| EXERCISE AIM |
Reproduce the listing that follows word for word, without its pictures.

| DATA SECTION |
□ □ □ □ □ □ □

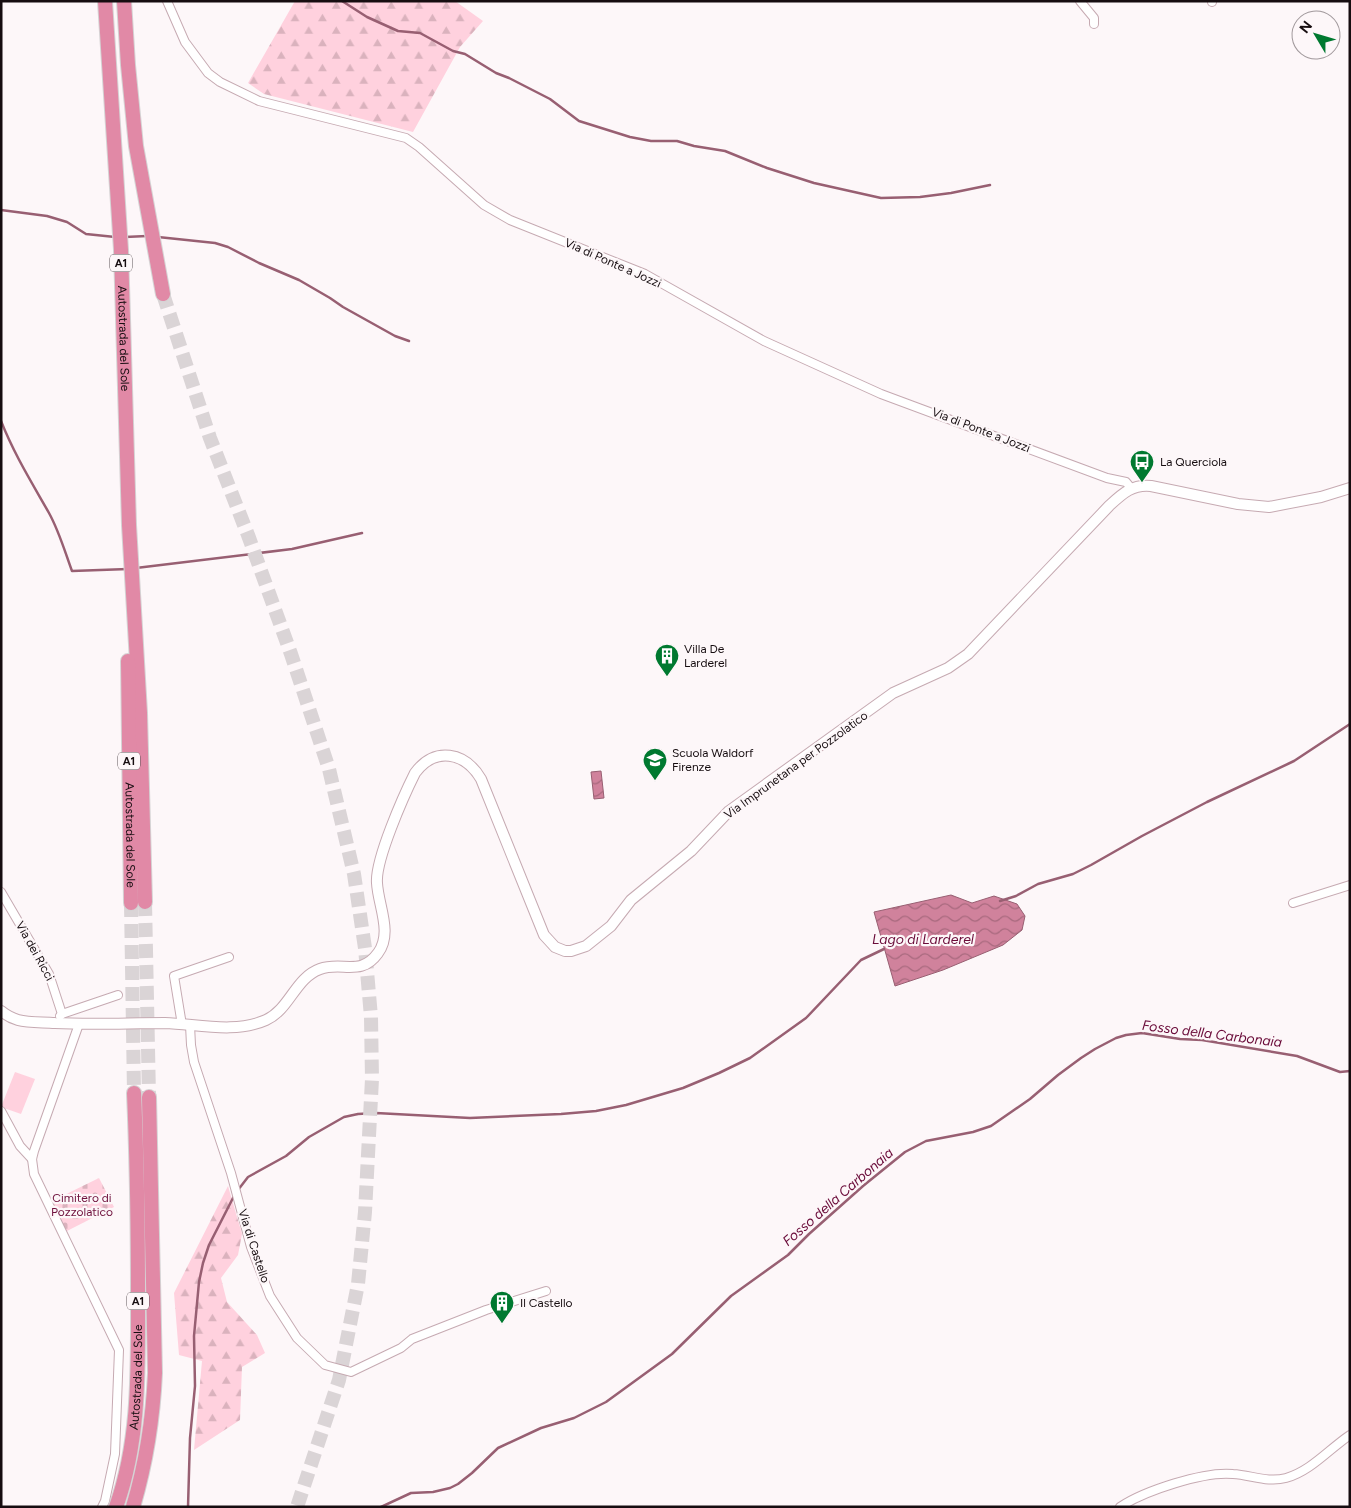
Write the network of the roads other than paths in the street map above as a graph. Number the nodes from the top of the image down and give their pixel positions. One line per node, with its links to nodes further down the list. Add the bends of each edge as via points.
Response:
1 (104, 1): 9 (highway, Autostrada del Sole / A1, via 121,250)
2 (124, 1): 6 (highway, via 136,146)
3 (167, 1): 7 (street, Via di Ponte a Jozzi, via 185,42 208,73 220,82 259,100 406,138 484,205 510,220 645,274 764,341 881,394 1107,478 1126,482)
4 (1080, 1): 5 (street, via 1094,18)
5 (1094, 24)
6 (163, 294)
7 (1131, 488): 8 (main road, via 1151,486 1269,507); 20 (main road, Via Imprunetana per Pozzolatico, via 1109,506 968,654 948,668 893,693 729,811 691,851 631,900 611,926 586,946 565,951 548,941 539,928 481,779 463,760 438,756 425,762 415,773 378,865 376,883 385,933 375,957 356,967 331,966 313,972 280,1012 261,1022 236,1027)
8 (1350, 488)
9 (129, 525): 12 (highway, Autostrada del Sole / A1); 13 (highway, Autostrada del Sole / A1)
10 (1350, 885): 14 (street)
11 (1, 892): 18 (street, Via dei Ricci, via 49,974)
12 (145, 902)
13 (131, 903)
14 (1293, 903)
15 (229, 957): 20 (street, via 174,976)
16 (118, 995): 18 (street, Via Imprunetana per Pozzolatico)
17 (1, 1011): 18 (main road, Via Imprunetana per Pozzolatico, via 17,1020)
18 (61, 1018): 19 (main road, Via Imprunetana per Pozzolatico)
19 (79, 1024): 20 (main road, Via Imprunetana per Pozzolatico); 24 (street)
20 (186, 1025): 25 (street, Via di Castello, via 194,1062 251,1246 270,1296 297,1338 325,1365 351,1372 401,1348 412,1338)
21 (134, 1093): 28 (highway, Autostrada del Sole / A1, via 138,1181 138,1386 131,1449)
22 (148, 1097): 29 (highway, Autostrada del Sole / A1, via 155,1373 146,1459)
23 (1, 1111): 24 (street, via 20,1146)
24 (32, 1159): 27 (street, via 34,1174 118,1350 115,1454)
25 (546, 1291)
26 (1350, 1435): 30 (street, via 1303,1471 1286,1478 1268,1480 1232,1474 1214,1475 1169,1484)
27 (102, 1507)
28 (116, 1507)
29 (133, 1507)
30 (1120, 1507)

□ □ □ □ □ □ □

| SOLUTION FOR THIS TASK |
Write the network of the roads other than paths in the street map above as a graph. Number the nodes from the top of the image down and give their pixel positions. One line per node, with its links to nodes further down the list. Add the bends of each edge as via points.
Response:
1 (104, 1): 9 (highway, Autostrada del Sole / A1, via 121,250)
2 (124, 1): 6 (highway, via 136,146)
3 (167, 1): 7 (street, Via di Ponte a Jozzi, via 185,42 208,73 220,82 259,100 406,138 484,205 510,220 645,274 764,341 881,394 1107,478 1126,482)
4 (1080, 1): 5 (street, via 1094,18)
5 (1094, 24)
6 (163, 294)
7 (1131, 488): 8 (main road, via 1151,486 1269,507); 20 (main road, Via Imprunetana per Pozzolatico, via 1109,506 968,654 948,668 893,693 729,811 691,851 631,900 611,926 586,946 565,951 548,941 539,928 481,779 463,760 438,756 425,762 415,773 378,865 376,883 385,933 375,957 356,967 331,966 313,972 280,1012 261,1022 236,1027)
8 (1350, 488)
9 (129, 525): 12 (highway, Autostrada del Sole / A1); 13 (highway, Autostrada del Sole / A1)
10 (1350, 885): 14 (street)
11 (1, 892): 18 (street, Via dei Ricci, via 49,974)
12 (145, 902)
13 (131, 903)
14 (1293, 903)
15 (229, 957): 20 (street, via 174,976)
16 (118, 995): 18 (street, Via Imprunetana per Pozzolatico)
17 (1, 1011): 18 (main road, Via Imprunetana per Pozzolatico, via 17,1020)
18 (61, 1018): 19 (main road, Via Imprunetana per Pozzolatico)
19 (79, 1024): 20 (main road, Via Imprunetana per Pozzolatico); 24 (street)
20 (186, 1025): 25 (street, Via di Castello, via 194,1062 251,1246 270,1296 297,1338 325,1365 351,1372 401,1348 412,1338)
21 (134, 1093): 28 (highway, Autostrada del Sole / A1, via 138,1181 138,1386 131,1449)
22 (148, 1097): 29 (highway, Autostrada del Sole / A1, via 155,1373 146,1459)
23 (1, 1111): 24 (street, via 20,1146)
24 (32, 1159): 27 (street, via 34,1174 118,1350 115,1454)
25 (546, 1291)
26 (1350, 1435): 30 (street, via 1303,1471 1286,1478 1268,1480 1232,1474 1214,1475 1169,1484)
27 (102, 1507)
28 (116, 1507)
29 (133, 1507)
30 (1120, 1507)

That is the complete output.